We all know the joke about distributed systems right?
(btw you should go follow Mathias if you don’t already)
There are only two hard problems in distributed systems: 2. Exactly-once delivery 1. Guaranteed order of messages 2. Exactly-once delivery— Mathias Verraes (@mathiasverraes) August 14, 2015
Exactly-once delivery defined
First of all:
Exactly-once delivery guarantee is the guarantee that a message can be delivered to a recipient once, and only once. While having a message be delivered only once by a recipient, is the norm, it is impossible to guarantee it.
Proof by contraposition and the two generals problems
The similarity between the two generals problem and exactly-once delivery is quite striking.

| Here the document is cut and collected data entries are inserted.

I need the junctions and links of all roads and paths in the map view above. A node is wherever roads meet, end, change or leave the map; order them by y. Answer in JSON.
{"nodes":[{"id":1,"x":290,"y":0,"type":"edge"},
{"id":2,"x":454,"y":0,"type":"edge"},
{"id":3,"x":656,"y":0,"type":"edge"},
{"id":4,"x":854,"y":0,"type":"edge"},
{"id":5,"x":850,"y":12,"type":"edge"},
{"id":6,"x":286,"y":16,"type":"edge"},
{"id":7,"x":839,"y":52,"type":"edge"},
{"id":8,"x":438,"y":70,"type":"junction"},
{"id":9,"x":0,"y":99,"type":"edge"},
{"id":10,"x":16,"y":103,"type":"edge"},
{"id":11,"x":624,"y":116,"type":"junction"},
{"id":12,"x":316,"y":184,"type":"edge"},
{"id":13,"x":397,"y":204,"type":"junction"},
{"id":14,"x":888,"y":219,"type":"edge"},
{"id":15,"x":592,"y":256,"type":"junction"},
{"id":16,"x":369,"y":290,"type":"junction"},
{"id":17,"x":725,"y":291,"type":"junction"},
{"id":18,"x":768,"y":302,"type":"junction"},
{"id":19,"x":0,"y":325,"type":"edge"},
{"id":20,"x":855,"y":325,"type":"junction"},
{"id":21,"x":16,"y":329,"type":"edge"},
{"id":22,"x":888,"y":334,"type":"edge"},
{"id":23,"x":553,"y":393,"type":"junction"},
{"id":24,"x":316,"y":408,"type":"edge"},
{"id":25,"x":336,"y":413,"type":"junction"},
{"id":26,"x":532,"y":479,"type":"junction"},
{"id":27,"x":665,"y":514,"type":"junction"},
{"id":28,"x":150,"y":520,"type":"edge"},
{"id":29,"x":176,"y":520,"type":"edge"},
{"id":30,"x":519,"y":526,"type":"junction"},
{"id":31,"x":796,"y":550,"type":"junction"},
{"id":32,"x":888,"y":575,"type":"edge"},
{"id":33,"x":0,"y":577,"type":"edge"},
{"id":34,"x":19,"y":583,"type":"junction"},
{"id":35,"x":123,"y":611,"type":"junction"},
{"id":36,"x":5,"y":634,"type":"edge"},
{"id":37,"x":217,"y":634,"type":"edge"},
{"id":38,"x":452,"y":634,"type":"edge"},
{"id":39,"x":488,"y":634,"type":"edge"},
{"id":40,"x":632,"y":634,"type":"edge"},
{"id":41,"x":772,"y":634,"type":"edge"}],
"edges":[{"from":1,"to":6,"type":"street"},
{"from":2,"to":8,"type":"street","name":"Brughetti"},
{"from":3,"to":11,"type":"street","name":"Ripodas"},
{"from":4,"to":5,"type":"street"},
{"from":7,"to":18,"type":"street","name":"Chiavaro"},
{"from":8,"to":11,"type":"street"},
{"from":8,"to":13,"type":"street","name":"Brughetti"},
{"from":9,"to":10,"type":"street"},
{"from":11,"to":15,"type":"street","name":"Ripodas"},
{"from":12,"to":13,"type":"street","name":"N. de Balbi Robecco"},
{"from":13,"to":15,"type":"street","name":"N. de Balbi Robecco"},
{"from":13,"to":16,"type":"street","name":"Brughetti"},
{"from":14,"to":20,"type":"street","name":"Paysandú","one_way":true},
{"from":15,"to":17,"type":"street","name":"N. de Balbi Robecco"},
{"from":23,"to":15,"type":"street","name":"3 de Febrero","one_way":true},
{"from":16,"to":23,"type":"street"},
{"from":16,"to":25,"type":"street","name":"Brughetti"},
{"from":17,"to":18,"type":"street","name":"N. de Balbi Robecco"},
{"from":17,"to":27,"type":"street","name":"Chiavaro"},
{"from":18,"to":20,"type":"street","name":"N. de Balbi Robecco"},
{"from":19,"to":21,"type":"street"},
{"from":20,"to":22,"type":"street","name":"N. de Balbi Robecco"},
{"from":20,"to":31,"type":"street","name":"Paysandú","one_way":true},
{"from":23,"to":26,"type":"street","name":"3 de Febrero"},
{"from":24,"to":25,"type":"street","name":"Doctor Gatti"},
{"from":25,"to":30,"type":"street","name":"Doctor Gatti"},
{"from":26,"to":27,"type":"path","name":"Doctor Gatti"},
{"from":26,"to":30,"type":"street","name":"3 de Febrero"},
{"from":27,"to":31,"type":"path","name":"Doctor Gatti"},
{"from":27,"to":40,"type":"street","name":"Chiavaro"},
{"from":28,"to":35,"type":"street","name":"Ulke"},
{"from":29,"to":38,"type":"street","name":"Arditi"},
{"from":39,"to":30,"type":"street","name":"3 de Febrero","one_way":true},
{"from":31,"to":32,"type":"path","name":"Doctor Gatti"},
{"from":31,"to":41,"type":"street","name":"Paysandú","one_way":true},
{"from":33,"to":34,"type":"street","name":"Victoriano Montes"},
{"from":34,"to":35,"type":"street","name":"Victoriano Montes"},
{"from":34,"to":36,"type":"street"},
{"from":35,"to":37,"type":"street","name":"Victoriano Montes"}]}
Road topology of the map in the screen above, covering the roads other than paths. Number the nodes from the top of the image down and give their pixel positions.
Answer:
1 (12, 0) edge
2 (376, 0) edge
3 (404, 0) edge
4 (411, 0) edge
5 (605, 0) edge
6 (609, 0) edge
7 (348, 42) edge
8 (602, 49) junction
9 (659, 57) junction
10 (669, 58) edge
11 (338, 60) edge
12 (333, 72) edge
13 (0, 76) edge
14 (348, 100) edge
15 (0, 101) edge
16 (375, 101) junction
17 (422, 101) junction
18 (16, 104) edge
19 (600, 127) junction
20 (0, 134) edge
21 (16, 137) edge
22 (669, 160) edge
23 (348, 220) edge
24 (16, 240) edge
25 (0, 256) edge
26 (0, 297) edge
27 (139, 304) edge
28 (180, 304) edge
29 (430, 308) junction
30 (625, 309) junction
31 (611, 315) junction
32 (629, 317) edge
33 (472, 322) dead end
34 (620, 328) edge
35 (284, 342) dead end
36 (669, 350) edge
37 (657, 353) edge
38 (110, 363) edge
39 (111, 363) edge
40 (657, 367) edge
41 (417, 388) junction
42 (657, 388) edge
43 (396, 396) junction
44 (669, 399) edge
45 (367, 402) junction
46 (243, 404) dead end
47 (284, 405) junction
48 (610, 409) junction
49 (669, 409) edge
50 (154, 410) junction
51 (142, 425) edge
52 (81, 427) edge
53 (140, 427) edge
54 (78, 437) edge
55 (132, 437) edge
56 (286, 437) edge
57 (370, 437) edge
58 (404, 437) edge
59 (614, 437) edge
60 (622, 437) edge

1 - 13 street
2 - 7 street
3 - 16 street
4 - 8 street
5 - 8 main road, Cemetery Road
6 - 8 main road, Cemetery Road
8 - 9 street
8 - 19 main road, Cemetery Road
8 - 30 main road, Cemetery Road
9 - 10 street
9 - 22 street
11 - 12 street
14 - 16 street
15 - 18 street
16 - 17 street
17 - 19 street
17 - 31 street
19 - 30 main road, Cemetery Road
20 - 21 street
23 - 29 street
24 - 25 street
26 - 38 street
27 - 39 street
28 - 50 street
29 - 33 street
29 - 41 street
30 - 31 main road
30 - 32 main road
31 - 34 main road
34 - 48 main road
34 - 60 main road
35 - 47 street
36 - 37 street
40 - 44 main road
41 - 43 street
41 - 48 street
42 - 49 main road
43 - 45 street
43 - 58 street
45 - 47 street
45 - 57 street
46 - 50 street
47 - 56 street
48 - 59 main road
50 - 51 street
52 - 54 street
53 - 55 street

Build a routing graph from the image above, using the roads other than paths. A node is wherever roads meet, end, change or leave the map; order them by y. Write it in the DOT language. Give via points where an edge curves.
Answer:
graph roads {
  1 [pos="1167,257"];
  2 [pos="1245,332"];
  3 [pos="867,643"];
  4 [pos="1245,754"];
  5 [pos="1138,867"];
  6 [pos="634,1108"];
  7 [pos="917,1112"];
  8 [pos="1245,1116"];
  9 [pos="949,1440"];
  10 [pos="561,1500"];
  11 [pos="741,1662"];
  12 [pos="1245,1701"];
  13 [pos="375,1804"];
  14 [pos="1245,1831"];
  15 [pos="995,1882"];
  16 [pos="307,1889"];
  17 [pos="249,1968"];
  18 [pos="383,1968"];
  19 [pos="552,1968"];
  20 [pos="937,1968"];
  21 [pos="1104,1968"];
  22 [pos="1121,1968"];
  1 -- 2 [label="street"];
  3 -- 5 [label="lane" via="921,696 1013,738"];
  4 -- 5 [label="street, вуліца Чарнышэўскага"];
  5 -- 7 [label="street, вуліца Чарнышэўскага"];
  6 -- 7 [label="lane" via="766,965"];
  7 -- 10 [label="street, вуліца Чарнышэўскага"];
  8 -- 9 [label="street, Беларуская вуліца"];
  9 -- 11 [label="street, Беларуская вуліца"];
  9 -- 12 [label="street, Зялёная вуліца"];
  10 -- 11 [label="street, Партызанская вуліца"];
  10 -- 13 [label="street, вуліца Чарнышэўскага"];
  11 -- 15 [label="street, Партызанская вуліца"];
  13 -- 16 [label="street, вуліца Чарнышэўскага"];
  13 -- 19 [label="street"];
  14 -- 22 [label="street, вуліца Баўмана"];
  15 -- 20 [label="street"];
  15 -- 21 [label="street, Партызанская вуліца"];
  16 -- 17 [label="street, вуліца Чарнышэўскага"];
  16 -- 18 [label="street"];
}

We again have two parties trying to communicate some intent, with a potential for loss of packages. Where the two generals had to agree on a time to attack, here the two processes have to agree that the second has successfully received the message.
Let’s assume that a protocol exists which guarantees that a recipient receives a message from the sender once and only once. Such a protocol could then solve the two generals problem! Representing the time of the attack as the message, the first general (the sender) would only need to adhere to the protocol for the second general (recipient) to have received the attack time exactly one time. However, since we know that this is not possible, we also know that exactly once is not possible.
In case it’s easier to conceptualize, I’ll try to prove the impossibility of exactly-once using a direct proof. For this, let’s assume:
- The sender and recipient are operating in the real world, meaning non-zero transport and processing times (and no strict consistency 2)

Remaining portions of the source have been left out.